How to complete this task » Keep the pictures out of your copy. Transcribe the records below exactly.

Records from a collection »
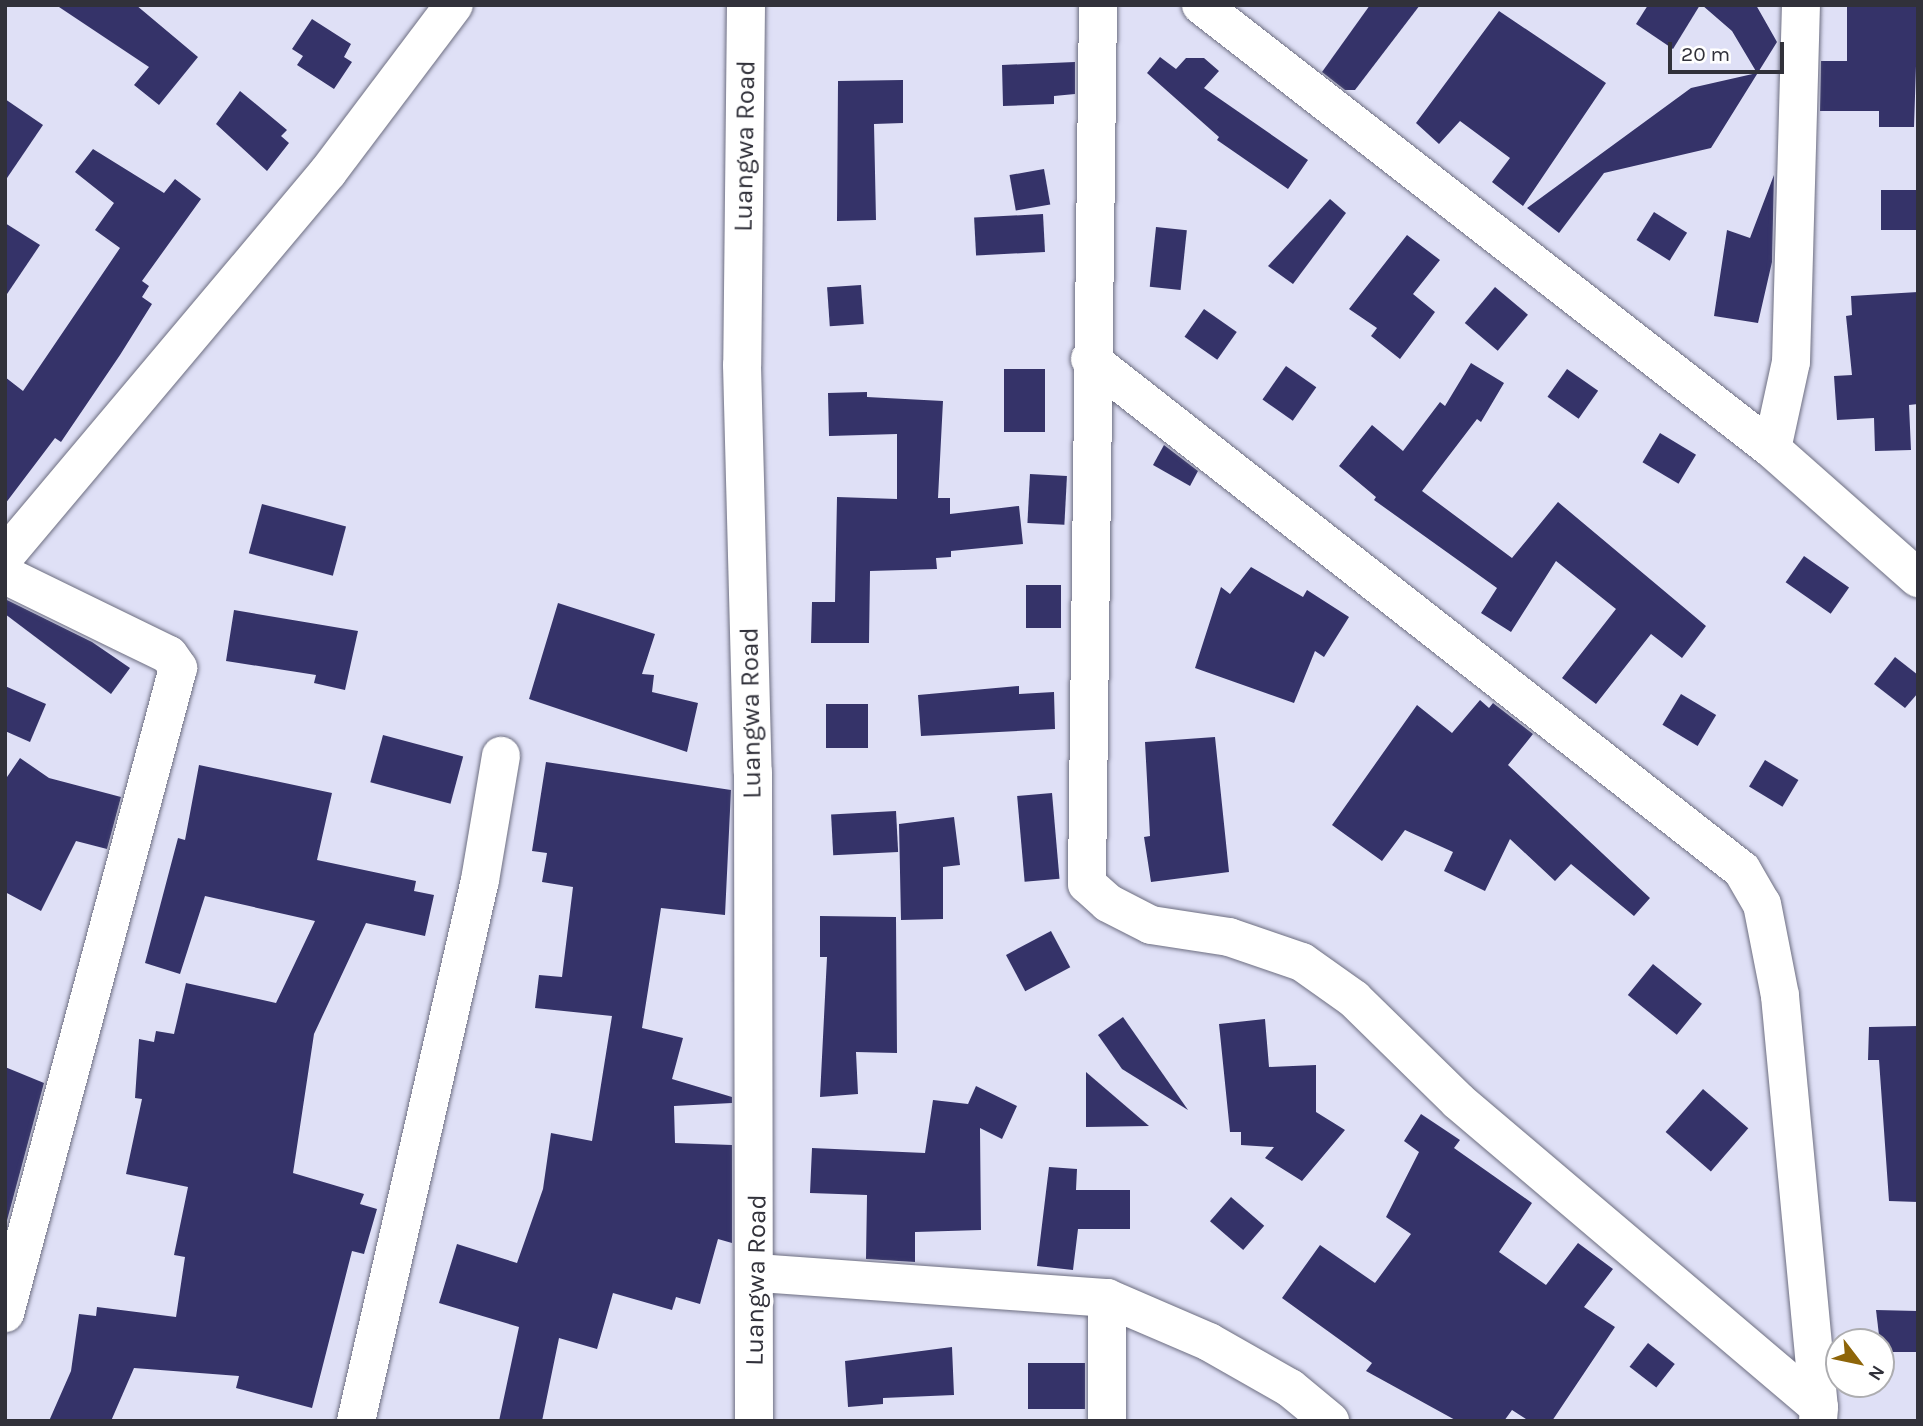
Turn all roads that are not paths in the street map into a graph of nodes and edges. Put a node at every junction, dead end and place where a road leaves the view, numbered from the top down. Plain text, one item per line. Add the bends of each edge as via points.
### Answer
1 (454, 5) edge
2 (746, 5) edge
3 (1098, 5) edge
4 (1201, 5) edge
5 (1804, 6) edge
6 (1090, 359) junction
7 (1772, 449) junction
8 (5, 556) edge
9 (5, 575) edge
10 (1918, 578) edge
11 (502, 756) dead end
12 (758, 1273) junction
13 (1107, 1298) junction
14 (5, 1313) edge
15 (1819, 1414) edge
16 (356, 1421) edge
17 (754, 1421) edge
18 (1107, 1421) edge
19 (1330, 1421) edge

1 - 8 street via 320,183
2 - 12 street, Luangwa Road via 742,365
3 - 6 street
4 - 7 street
5 - 7 street via 1791,362
6 - 15 street via 1742,870 1762,904 1780,996
6 - 15 street via 1087,884 1108,904 1151,925 1229,937 1302,962 1354,999 1458,1101
7 - 10 street
9 - 14 street via 169,655 178,668
11 - 16 street via 483,867
12 - 13 street
12 - 17 street, Luangwa Road
13 - 18 street
13 - 19 street via 1209,1342 1290,1388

Written solution »
Turn all roads that are not paths in the street map into a graph of nodes and edges. Put a node at every junction, dead end and place where a road leaves the view, numbered from the top down. Plain text, one item per line. Add the bends of each edge as via points.
### Answer
1 (454, 5) edge
2 (746, 5) edge
3 (1098, 5) edge
4 (1201, 5) edge
5 (1804, 6) edge
6 (1090, 359) junction
7 (1772, 449) junction
8 (5, 556) edge
9 (5, 575) edge
10 (1918, 578) edge
11 (502, 756) dead end
12 (758, 1273) junction
13 (1107, 1298) junction
14 (5, 1313) edge
15 (1819, 1414) edge
16 (356, 1421) edge
17 (754, 1421) edge
18 (1107, 1421) edge
19 (1330, 1421) edge

1 - 8 street via 320,183
2 - 12 street, Luangwa Road via 742,365
3 - 6 street
4 - 7 street
5 - 7 street via 1791,362
6 - 15 street via 1742,870 1762,904 1780,996
6 - 15 street via 1087,884 1108,904 1151,925 1229,937 1302,962 1354,999 1458,1101
7 - 10 street
9 - 14 street via 169,655 178,668
11 - 16 street via 483,867
12 - 13 street
12 - 17 street, Luangwa Road
13 - 18 street
13 - 19 street via 1209,1342 1290,1388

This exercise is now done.